A fine proiezione, prima che il grande schermo diventi nero annunciando i titoli di coda, si ha la sensazione che il “domani” preannunciato nel titolo debba ancora arrivare.
È uscito al cinema da meno di due settimane ed è già il film italiano più visto dell’anno, vincitore del biglietto d’oro, con un incasso che ha superato i 7 milioni di euro. C’è ancora domani di Paola Cortellesi parla del passato per raccontare il presente; non è tratto da un libro ma ha alle spalle una lunga tradizione letteraria, perché nella storia di Delia è racchiusa quella di intere schiere di donne di oggi e di ieri, le cui voci attraversano il tempo squarciando il silenzio cui sono state costrette da quella ripetuta minaccia che ritorna, come un consumato refrain, anche nel film: “Stai zitta”.
Quelle donne, quelle voci “silenziate” ma non “silenti”, sono state registrate nelle pagine delle scrittrici, perché non restassero mute o inascoltate, “a bocca chiusa” come recita la canzone di Daniele Silvestri che chiude lo sceneggiato suscitando l’intima commozione degli spettatori.
“C’è ancora domani” di Paola Cortellesi: i libri, le voci, le scrittrici
Fotogramma dopo fotogramma, poeticamente in bianco e nero come omaggio alla grande tradizione cinematografica italiana da Roma città aperta a La ciociara, C’è ancora domani racconta una storia eterna, antica come le strade di Roma in cui si muove sempre di corsa la protagonista, e contemporanea al pari delle chiacchiere che sentiamo ogni giorno, di certe affermazioni stonate che ci danno i brividi, dei gesti di sottomissione inconsapevole compiuti dalle nostre mamme, dalle nostre nonne, dalle nostre zie o dalle donne che ci circondano, dalle amiche, imbrigliate in una relazione tossica e sempre disposte a perdonare. Nella storia di Delia troviamo riflesse grandi pagine di letteratura; di certo era questo l’intento di Paola Cortellesi, un tempo studentessa universitaria di Lettere e ora fervida sostenitrice sui social dell’hashtag #leggerecreaindipendenza. La forza di C’è ancora domani è dovuta anche ai libri che, forse involontariamente, persino inconsciamente, hanno ispirato il film rendendolo, di fatto, una grande storia corale e universale.

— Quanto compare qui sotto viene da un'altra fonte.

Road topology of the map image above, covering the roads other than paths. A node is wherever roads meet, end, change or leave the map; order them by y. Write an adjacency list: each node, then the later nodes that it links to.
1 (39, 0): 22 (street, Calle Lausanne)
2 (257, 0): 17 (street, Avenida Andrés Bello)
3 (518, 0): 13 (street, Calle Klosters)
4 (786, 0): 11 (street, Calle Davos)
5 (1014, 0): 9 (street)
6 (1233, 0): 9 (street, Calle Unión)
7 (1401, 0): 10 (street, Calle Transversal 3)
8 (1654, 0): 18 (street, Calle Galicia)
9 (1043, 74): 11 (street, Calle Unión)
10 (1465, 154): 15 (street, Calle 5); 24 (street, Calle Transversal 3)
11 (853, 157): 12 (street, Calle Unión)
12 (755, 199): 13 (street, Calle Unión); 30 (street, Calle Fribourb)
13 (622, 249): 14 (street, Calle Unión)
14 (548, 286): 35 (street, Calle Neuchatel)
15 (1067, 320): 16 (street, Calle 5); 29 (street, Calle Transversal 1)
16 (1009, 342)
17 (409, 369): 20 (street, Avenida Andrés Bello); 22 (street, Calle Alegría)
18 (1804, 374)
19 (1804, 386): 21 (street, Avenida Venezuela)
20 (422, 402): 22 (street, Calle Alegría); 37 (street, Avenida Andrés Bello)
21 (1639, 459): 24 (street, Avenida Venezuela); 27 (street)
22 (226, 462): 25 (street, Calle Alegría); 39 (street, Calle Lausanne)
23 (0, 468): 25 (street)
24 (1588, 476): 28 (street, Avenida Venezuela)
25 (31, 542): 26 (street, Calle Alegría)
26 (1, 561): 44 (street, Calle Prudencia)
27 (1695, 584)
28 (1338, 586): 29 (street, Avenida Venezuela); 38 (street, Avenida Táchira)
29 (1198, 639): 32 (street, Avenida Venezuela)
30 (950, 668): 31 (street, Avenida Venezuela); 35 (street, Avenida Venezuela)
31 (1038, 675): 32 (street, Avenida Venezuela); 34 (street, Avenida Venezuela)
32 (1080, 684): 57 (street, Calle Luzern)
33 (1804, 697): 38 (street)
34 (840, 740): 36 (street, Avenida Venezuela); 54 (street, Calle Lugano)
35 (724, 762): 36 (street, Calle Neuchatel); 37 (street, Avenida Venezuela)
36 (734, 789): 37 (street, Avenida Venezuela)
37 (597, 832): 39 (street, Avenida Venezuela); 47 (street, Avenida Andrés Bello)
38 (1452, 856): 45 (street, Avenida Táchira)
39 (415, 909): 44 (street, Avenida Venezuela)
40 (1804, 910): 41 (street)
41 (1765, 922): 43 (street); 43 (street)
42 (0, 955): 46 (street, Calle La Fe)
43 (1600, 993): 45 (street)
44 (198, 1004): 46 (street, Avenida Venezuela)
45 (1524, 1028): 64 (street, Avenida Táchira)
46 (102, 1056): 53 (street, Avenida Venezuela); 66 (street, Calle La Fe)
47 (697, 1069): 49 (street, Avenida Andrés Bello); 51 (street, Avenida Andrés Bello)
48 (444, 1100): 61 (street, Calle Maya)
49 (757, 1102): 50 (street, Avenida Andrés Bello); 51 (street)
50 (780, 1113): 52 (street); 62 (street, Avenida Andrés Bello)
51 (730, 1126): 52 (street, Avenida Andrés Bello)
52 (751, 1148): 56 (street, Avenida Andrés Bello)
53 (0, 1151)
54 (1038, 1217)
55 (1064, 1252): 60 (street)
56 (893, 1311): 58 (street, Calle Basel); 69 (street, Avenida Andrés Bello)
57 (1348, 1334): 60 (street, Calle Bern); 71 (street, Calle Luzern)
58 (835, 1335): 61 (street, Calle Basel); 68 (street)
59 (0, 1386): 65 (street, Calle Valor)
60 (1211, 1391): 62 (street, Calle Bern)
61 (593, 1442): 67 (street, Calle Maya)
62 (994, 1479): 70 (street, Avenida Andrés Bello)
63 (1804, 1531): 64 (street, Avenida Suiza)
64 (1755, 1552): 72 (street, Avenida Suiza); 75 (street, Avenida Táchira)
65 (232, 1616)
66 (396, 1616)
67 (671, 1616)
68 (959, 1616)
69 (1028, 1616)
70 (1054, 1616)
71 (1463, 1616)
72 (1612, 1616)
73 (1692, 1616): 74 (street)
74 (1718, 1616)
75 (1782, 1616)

Le lettrici e i lettori, mentre scorrevano sullo schermo le scene del film, non avranno potuto fare a meno di pensare: “è una storia che ho già sentito, che ho già visto” arrovellandosi di continuo sul dove, sul come - e ben presto si saranno accese, come per un’intuizione folgorante, nelle loro menti delle frasi, delle parole lette un tempo e mai sbiadite nella memoria. Perché la storia di Delia parla proprio alla nostra memoria, invitandoci a non dimenticare ciò che è stato e, soprattutto, a fare tesoro della resistenza delle donne e a non renderla vana, proprio oggi che c’è ancora così tanto da dire e da ricostruire.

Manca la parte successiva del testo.